Raise glasses to Biff and Barney
by Gavin Rich 22/12/2008, 09:21
Being a leap year, there were 366 days in 2008, but it was not the extra day on the calendar that made this one appear a special one in terms of the exorcising of demons or hoodoos by South African sports teams and personalities.
In truth it started towards the end of 2007, when the Springboks won the World Cup and the Proteas beat Pakistan on the sub-continent. I am referring to the new South African trend of making a mockery of what we had come to regard as the expected script by reminding some long-time opponents of the truth in that old saying that what goes around comes around.
If Graeme Smith’s men succeed in their objective of recording South Africa’s first ever series win in Australia, it could well be that Perth will go down as a similar moment to the one when an under-strength Springbok team broke a long drought at Twickenham in 2006.
Since that day just over two years ago, England have not come close to their former whipping boys again, and when JP Duminy scored the winning runs in Perth, it was just one day short of a month since the Springboks had condemned England to their biggest ever home defeat.
I was at Twickenham to see it, as I had been to see the Boks get thrashed 53-3 six years earlier. The arrogance of the home team, management and media of 2002 seemed so long ago, and the words that came to my mind as I saw the well beaten England team trudge from the field went something along the lines of “My how the mighty have fallen”.
That is sport, the beauty of it, or the tragedy of it, if you happen to be on the receiving end of such a turn-around. If ever an object lesson was provided on why sports people should always strive as much as possible to remain humble it came at Twickenham in November and Perth in December.
These weren’t the only times that old ghosts were laid to rest in 2008. In July we saw the Springboks end a 10 year drought in New Zealand by winning in Dunedin, and a few weeks later the Proteas completed a memorable series win over England with an epic captain’s innings from Graeme Smith in Birmingham.
The national team that should claim the most populous support in this country, Bafana Bafana, continued to struggle, and the Olympic team bombed quite spectacularly in Beijing, so Trevor Immelman’s first Major triumph was the only other notable South African sporting success away from rugby and cricket.
For my money, the Proteas achievements this year have eclipsed those of the Boks, who were outstanding on some days but battled for consistency overall. For instance, the shock of defeat at Carisbrooke would have been erased from New Zealand memories when they won 19-0 in Cape Town.

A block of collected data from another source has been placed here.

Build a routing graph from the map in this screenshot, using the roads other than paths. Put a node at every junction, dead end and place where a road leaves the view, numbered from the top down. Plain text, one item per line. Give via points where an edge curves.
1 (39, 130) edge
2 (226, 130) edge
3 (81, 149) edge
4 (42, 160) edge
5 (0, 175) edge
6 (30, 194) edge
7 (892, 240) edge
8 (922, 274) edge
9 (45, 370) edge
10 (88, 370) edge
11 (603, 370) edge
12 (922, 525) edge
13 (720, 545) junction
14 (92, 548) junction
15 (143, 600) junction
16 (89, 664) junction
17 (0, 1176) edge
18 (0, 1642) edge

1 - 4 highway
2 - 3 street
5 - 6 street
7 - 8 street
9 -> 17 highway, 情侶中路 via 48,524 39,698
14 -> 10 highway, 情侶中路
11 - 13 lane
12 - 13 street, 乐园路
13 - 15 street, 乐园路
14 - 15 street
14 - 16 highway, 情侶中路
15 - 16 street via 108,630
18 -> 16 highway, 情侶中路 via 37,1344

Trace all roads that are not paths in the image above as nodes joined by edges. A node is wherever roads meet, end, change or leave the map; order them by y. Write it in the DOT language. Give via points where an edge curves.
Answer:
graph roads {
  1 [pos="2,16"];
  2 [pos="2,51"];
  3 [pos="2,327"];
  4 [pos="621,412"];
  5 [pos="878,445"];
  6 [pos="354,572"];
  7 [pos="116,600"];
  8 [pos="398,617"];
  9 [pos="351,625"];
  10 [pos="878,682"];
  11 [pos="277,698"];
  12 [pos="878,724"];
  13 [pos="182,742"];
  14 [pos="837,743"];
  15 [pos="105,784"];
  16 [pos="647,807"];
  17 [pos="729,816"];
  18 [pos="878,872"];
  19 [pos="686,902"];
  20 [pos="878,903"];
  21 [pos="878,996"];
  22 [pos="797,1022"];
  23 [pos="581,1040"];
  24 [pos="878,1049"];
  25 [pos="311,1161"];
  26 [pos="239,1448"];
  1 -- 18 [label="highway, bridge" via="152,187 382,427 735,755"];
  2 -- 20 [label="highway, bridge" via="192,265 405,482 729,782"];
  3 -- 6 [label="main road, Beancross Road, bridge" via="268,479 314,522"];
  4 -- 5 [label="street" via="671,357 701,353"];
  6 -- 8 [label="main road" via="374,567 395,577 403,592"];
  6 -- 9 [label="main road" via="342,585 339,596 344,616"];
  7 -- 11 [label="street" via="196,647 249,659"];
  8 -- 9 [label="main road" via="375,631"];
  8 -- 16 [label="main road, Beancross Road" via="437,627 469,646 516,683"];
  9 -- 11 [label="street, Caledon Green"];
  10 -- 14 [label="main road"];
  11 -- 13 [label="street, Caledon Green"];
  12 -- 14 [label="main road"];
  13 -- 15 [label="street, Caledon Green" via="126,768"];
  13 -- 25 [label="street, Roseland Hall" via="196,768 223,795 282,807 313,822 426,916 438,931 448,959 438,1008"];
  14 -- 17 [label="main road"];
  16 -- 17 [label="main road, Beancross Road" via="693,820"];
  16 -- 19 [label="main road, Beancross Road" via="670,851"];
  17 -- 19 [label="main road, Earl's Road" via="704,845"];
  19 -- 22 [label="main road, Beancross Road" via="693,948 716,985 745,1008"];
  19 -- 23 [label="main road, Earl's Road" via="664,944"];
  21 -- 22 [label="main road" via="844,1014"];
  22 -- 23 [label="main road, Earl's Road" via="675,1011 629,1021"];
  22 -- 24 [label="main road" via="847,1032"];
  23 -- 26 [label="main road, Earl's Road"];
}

The strength of the South African rugby culture is such that you would expect them to always be in the top two of world rugby, and anything less than that is failure. With cricket, I am not quite so sure, and it is clear that the Protea challenge for world supremacy is strongly based around the meticulous planning put in over a long period by the coach and captain.
It is a blue-print not dissimilar to that which won the Springboks the World Cup in 2007, and that the Boks slipped from No1 in the world to No2 this year was chiefly because the foundations that had been built were forsaken during the Tri-Nations season.
Thankfully though by the end of the year the Boks looked to be returning to the successful script, and pivotal to this was the captain John Smit.
Indeed, while there have been great individual performances in both rugby and cricket in 2008, it is impossible to ignore the massive contribution of the two national captains. Smith, or Biff, has led the way with some courageous, heroic innings, and his importance to the Proteas is underlined by his determination to play through the pain barrier.
While it may not have been a great year for the Boks in comparison to 2007, there is a little overlooked statistic that may say everything that needs to be said about the importance of Smit (Barney to his Sharks teammates) to the Bok cause.
Since the defeat in the first Test of the November 2006 series against England, the Boks have lost only one match where Smit has started as captain. The game in question was the first match of this year’s Tri-Nations in Wellington, where the Boks were leading when Smit was forced from the field with an injury that kept him out for the rest of the competition.
All the other defeats in 2007 and 2008 came in matches where Smit was absent, so you could say that Smit has been unbeaten for two years. Smith is building up an equally formidable record, so this is a festive season where South African sport fans should be raising their glasses to Biff and Barney.